Tuesday, 20 April 2010
On top of the volcano
Vivid memories have been rekindled by the Icelandic showstopper: 1984, and my night on Stromboli, weirdest of the Aeolian islands off the north coast of Sicily, with four Australian girls (can't remember their names - probably written down in an old diary. All I can recall is that two designed furniture for the parliament in Canberra). Here we are, glad to be alive after sleepless hours of darkness in the hot stone circle, exhilarated by hourly displays of red-hot lava being hurled into the air from the nearby crater, with concomitant stone falls sounding like applause in a vast auditorium, but tormented by rats. Sadly I have no photos of my own because my camera had run out of film.

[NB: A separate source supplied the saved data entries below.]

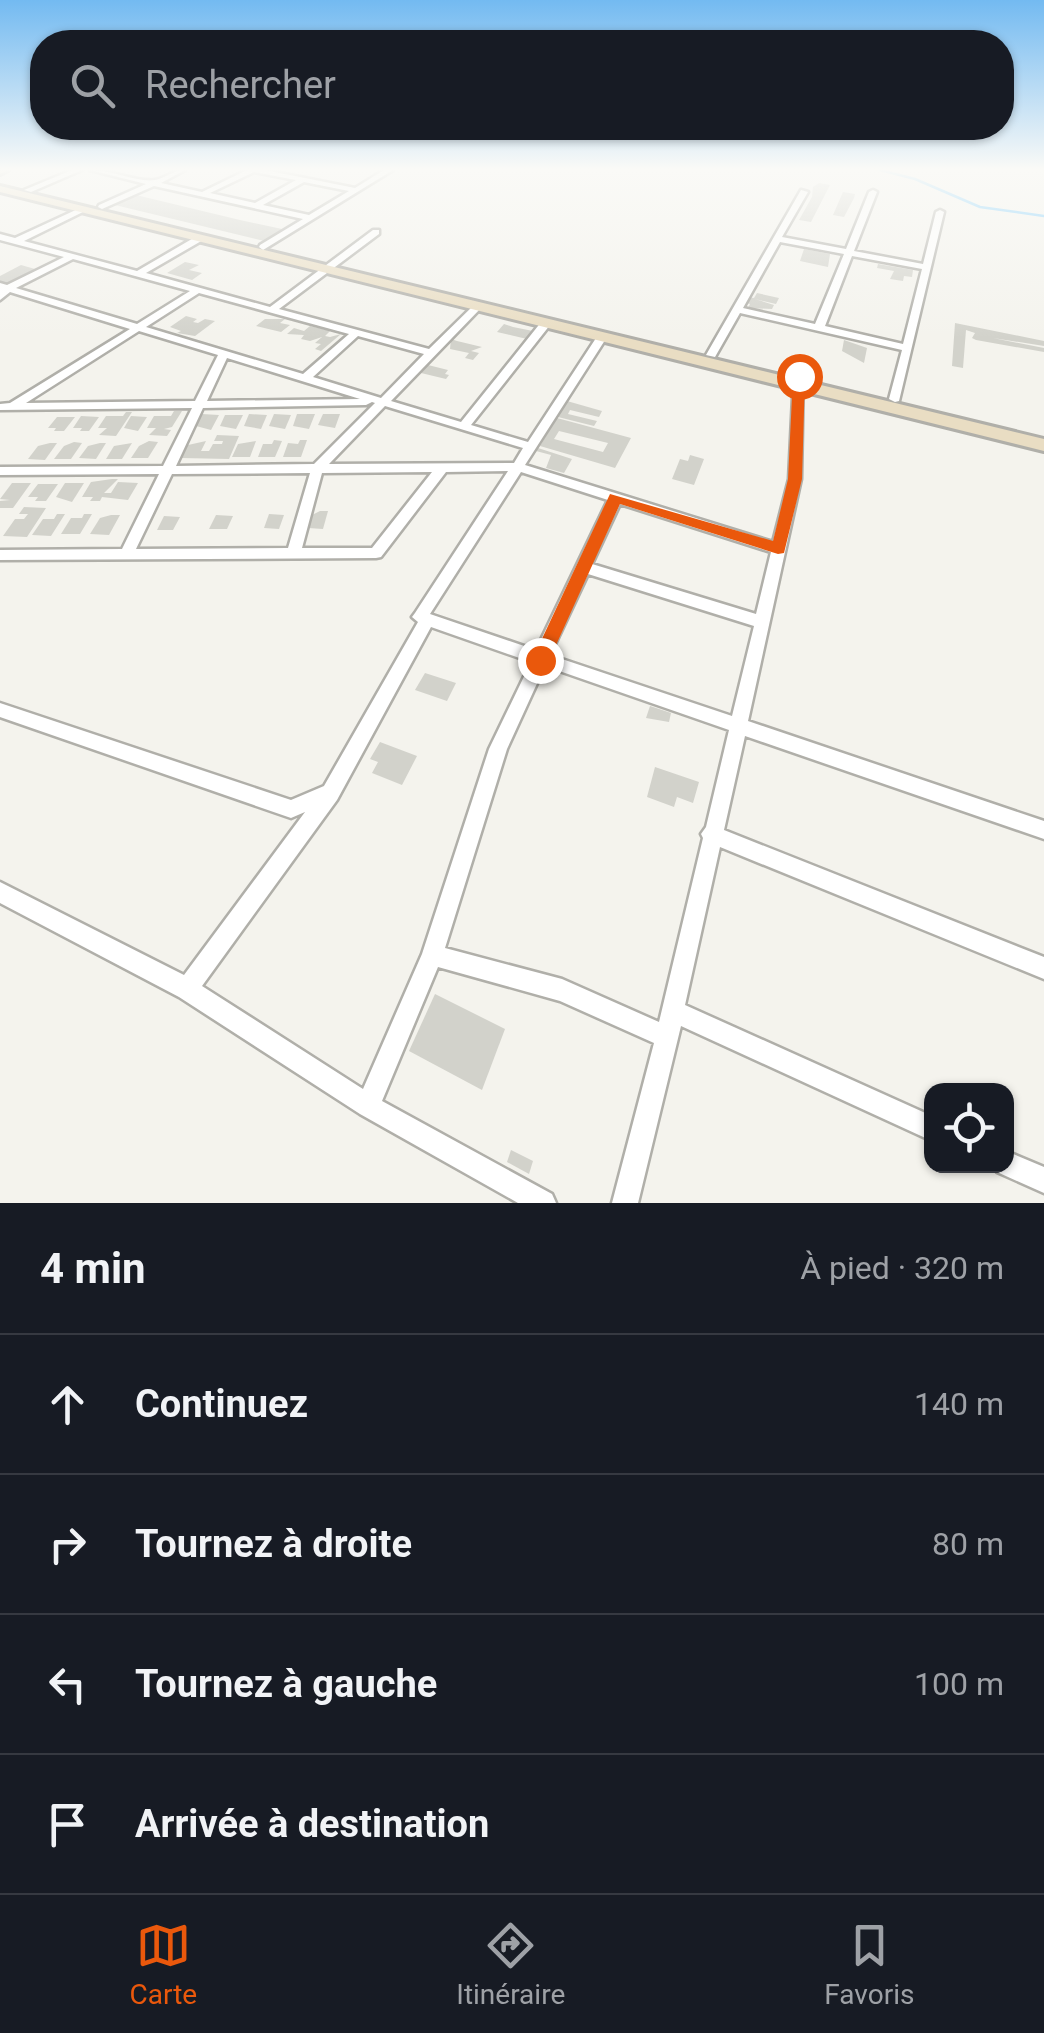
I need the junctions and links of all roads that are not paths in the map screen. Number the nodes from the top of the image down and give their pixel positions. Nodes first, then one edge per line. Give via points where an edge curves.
1 (49, 226) edge
2 (151, 226) edge
3 (177, 226) edge
4 (298, 226) edge
5 (785, 226) edge
6 (860, 226) edge
7 (937, 226) edge
8 (376, 232) dead end
9 (0, 236) edge
10 (200, 238) junction
11 (778, 238) junction
12 (16, 241) junction
13 (264, 247) junction
14 (849, 252) junction
15 (72, 256) junction
16 (332, 267) junction
17 (927, 267) junction
18 (138, 274) junction
19 (3, 290) edge
20 (198, 290) junction
21 (478, 306) junction
22 (272, 310) junction
23 (738, 310) junction
24 (546, 323) junction
25 (139, 328) junction
26 (819, 328) junction
27 (356, 333) junction
28 (602, 337) junction
29 (908, 348) junction
30 (224, 353) junction
31 (432, 353) junction
32 (712, 355) junction
33 (304, 378) junction
34 (798, 381) junction
35 (895, 399) junction
36 (384, 402) junction
37 (198, 405) junction
38 (6, 407) edge
39 (464, 426) junction
40 (1044, 436) edge
41 (1044, 446) edge
42 (532, 447) junction
43 (518, 467) junction
44 (442, 468) junction
45 (317, 469) junction
46 (167, 470) junction
47 (0, 471) edge
48 (616, 498) junction
49 (778, 549) junction
50 (127, 554) junction
51 (293, 554) junction
52 (0, 555) edge
53 (583, 567) junction
54 (428, 619) junction
55 (761, 622) junction
56 (540, 660) junction
57 (0, 710) edge
58 (737, 723) junction
59 (331, 792) junction
60 (1044, 830) edge
61 (711, 834) junction
62 (0, 892) edge
63 (432, 956) junction
64 (1044, 968) edge
65 (187, 989) junction
66 (673, 1011) junction
67 (667, 1038) junction
68 (368, 1106) junction
69 (924, 1125) edge
70 (1014, 1167) edge
71 (1044, 1180) edge
72 (543, 1203) edge
73 (625, 1203) edge

1 - 12 street
2 - 10 street
3 - 13 street
4 - 13 street
5 - 11 street
6 - 14 street
7 - 17 street
8 - 16 street
9 - 12 street
10 - 16 street
10 - 18 street
11 - 14 street
11 - 23 street
12 - 15 street
13 - 16 street
14 - 17 street
14 - 26 street
15 - 18 street
15 - 19 street
16 - 21 street
16 - 22 street
16 - 32 street
17 - 29 street
18 - 20 street
19 - 25 street
20 - 22 street
20 - 25 street
21 - 24 street
21 - 31 street
22 - 27 street
23 - 26 street
23 - 32 street
24 - 28 street
24 - 39 street
25 - 30 street
25 - 38 street
26 - 29 street
27 - 31 street
27 - 33 street
28 - 34 street
28 - 42 street
29 - 35 street
30 - 33 street
30 - 37 street
31 - 36 street
32 - 34 street
33 - 36 street
34 - 35 street
34 - 41 street
34 - 49 street via 795,479
35 - 40 street
36 - 37 street
36 - 39 street
36 - 45 street
37 - 38 street
37 - 46 street
39 - 42 street
42 - 43 street
43 - 44 street
43 - 48 street
43 - 54 street via 420,617
44 - 45 street
44 - 51 street via 376,553
45 - 46 street
45 - 51 street
46 - 47 street
46 - 50 street
48 - 49 street
48 - 53 street
49 - 55 street
50 - 51 street
50 - 52 street
53 - 55 street
53 - 56 street
54 - 56 street
54 - 59 street
55 - 58 street
56 - 58 street
56 - 63 street via 498,749
57 - 59 street via 292,808
58 - 60 street
58 - 61 street
59 - 65 street
61 - 64 street
61 - 66 street
62 - 65 street
63 - 67 street via 562,990
63 - 68 street
65 - 68 street
66 - 67 street
66 - 69 street
67 - 73 street
68 - 72 street
70 - 71 street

Oh, the folly of it. Would I do it now? Probably couldn't: in those days you were discouraged but not prohibited from following the cinder path up the ever-active volcano, and I'm told that's been stopped. We were foolhardy to do it, especially as we began very late in the afternoon, though the risks weren't as extreme as they're made out in the not very good Rossellini film, where poor Ingrid Bergman's only way out from her unhappy relationship with a fisherman is up and over.
In fact, we got lost on the way up because we kept leaving the zig-zagging route and taking short cuts through macchia. One failed to materialise and we were reconciled to sleeping on the lower slopes as darkness fell when a German tour party appeared. They angrily told us we couldn't join their paid excursion, but we insisted we had no choice, and as they carried on over the top to descend the other side, we settled into our volcanotop cairn. The horror, the horror: as we tucked into our picnic, shadowy rodents popped up over the top of the stones. When we settled down to sleep, one of the girls later told me, a rat the size of a dog perched over my head before thinking better of it. The solution to a bit of peace, of course, was to throw out the remainder of our supplies, which had been more or less consumed when we collected the nearly empty bag in the morning.
We weren't alone. Another group joined us in a pensione down in the village for breakfast, including an assistant opera director at the Met. We were all hysterical from our experiences and couldn't stop laughing. Then we sunbathed on the black lava beach before the afternoon boat back to Lipari, and I remember the subterranean rumbles, like the tube train passing under the Wigmore Hall.
I'm glad we did it, but nowadays unpredictable Stromboli - which we were told was perfectly safe, because the hourly displays signalled safety-valve status - is probably best seen from the above distance.